第13話「披露」
意外に走るのが速いよ。わたしが遅いだけなの? なんとか相手の背中を見失わないようにするのが精一杯。このままだと逃げきられちゃう。
「よーし。えい!」
わたしは、全ての属性を使うことができる。まだまだ充分に使えるわけじゃないけど。わたし自身、分かっていないことの方が多い。とにかく、今は逃がさないこと。
「なっ……!?」
「……そこまでですよ……食い逃げさん……!」
疲れたよ。息が苦しくて参っちゃう。はあはあ。
「何しやがった! 身体が急に重くなった」
「わたしの魔法だよ。重力を操ったまで」
「重力……ちっ! 面倒なのに追われたわけか」
「大人しく一緒に来てください。戻ってお金を払ってくれれば――」
「――バーカ。

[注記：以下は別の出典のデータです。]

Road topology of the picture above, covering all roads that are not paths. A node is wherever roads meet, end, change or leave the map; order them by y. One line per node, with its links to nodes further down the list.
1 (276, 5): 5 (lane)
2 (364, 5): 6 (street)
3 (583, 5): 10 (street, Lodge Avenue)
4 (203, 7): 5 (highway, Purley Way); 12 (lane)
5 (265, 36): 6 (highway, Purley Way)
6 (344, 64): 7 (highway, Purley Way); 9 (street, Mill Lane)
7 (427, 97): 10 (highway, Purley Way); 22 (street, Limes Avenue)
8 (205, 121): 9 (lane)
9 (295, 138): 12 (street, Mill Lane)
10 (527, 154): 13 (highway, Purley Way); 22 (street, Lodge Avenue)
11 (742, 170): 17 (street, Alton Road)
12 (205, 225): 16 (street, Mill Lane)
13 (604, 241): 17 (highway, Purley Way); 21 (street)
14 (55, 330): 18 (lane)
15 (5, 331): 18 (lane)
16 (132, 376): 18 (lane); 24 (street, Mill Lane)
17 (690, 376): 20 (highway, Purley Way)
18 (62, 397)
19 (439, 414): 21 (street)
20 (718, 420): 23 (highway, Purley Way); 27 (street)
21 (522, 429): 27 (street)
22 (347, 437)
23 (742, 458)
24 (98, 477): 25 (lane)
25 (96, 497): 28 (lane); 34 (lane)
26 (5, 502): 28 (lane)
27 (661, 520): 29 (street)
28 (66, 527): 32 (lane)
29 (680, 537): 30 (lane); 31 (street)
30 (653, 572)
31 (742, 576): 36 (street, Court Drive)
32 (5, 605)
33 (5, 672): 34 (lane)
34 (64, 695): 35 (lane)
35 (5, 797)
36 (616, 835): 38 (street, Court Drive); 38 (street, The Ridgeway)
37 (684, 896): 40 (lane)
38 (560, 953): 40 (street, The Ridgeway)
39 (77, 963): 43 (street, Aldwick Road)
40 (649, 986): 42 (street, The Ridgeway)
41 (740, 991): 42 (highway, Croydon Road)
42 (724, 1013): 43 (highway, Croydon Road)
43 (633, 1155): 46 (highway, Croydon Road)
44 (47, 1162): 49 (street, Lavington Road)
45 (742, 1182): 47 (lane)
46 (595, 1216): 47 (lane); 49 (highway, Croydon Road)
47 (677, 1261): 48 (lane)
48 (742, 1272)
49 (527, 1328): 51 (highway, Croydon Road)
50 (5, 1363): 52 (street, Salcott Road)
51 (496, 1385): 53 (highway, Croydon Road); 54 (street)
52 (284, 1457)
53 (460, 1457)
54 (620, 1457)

払う気があるなら、最初から払ってるってーの! じゃあな」
しまった! 一瞬でわたしの財布を……! 許さない……それはお姉ちゃんからプレゼントしてもらった大切な財布なの! お金じゃ買えない大切な……大切な……。
「食い逃げにスリ。もう謝っても許してあげないよ――」
「――え!?」
どうしてくれようか。
「な、何だってんだ。いきなり目の前に!?」
驚いた驚いた。
「お、俺だって魔法使いだ!」
液状化したよ。だから何って感じだけどね。痺れちゃえ。
「ぐはあああ――っ!!」
いい気味。
「土属性じゃなけりゃ重力は操作できない。それなのに今のは雷属性の魔法じゃないかよ。魔法属性は1人1つのはず……な、何もんだ!?」
「返してよ。わたしの大切な財布を」
「やなこった」
「あなたの意思は訊いてないの!」
「なぬ……!? 財布が引っ張られやがった」
「財布の中の硬貨を磁力で引っ張っただけ。お店に戻るよ」
「誰が戻るか。ここで溺死させてやる!」
わたしを水の中に……!?。
「子どもだからって容赦しねえ!」
食い逃げにスリに殺人行為。もう目も当てられない人。越えちゃいけない線を越えちゃった以上、容赦しないよ。
「な、なんだ?」
こんな水――こうしちゃう。
「こ、凍らせた……だと……!」
「まだ続けるの? わたしからは逃げられないよ」
「お前、いくつの属性を……!?」
「全部、だよ」
氷を熱で急速に解かしていく。こうでもしないと信じてくれなさそうだからね。魔法使うと疲れるのに。
「熱を発して……火属性じゃなけりゃ説明がつかない!」
「言ったよね。全部だよって。これが現実で事実なの。お願いだから降参してよ。わたし、疲れちゃった」
「ふざけんな! そんなデタラメ信じてやるもんか!」
今度は投げナイフなのね。付き合ってられないよ。
「早くしたらどう?」
「どうなって……いやがる……? ナイフが空中で止まって……!」
「ナイフの時間を止めたの。ほら、全然動いてないでしょう?」
「じ、時間を止めた……!?」
「この魔法の属性が何なのかは分からないけど、無属性ということで納得してね」
「な、納得できるわけないだろう! 時間を止める魔法なんざ聞いたことない」
「そうですか。なんにせよ戻ってよ。わたしにしたことは黙っていてあげる」
「――っ!」
「逆らうのであれば、あなたに待っているのは地獄だよ」
「ちっ!」
ようやく大人しくなってくれたよ。もうクタクタ~。戻ったら、お姉ちゃんに抱きついちゃおう。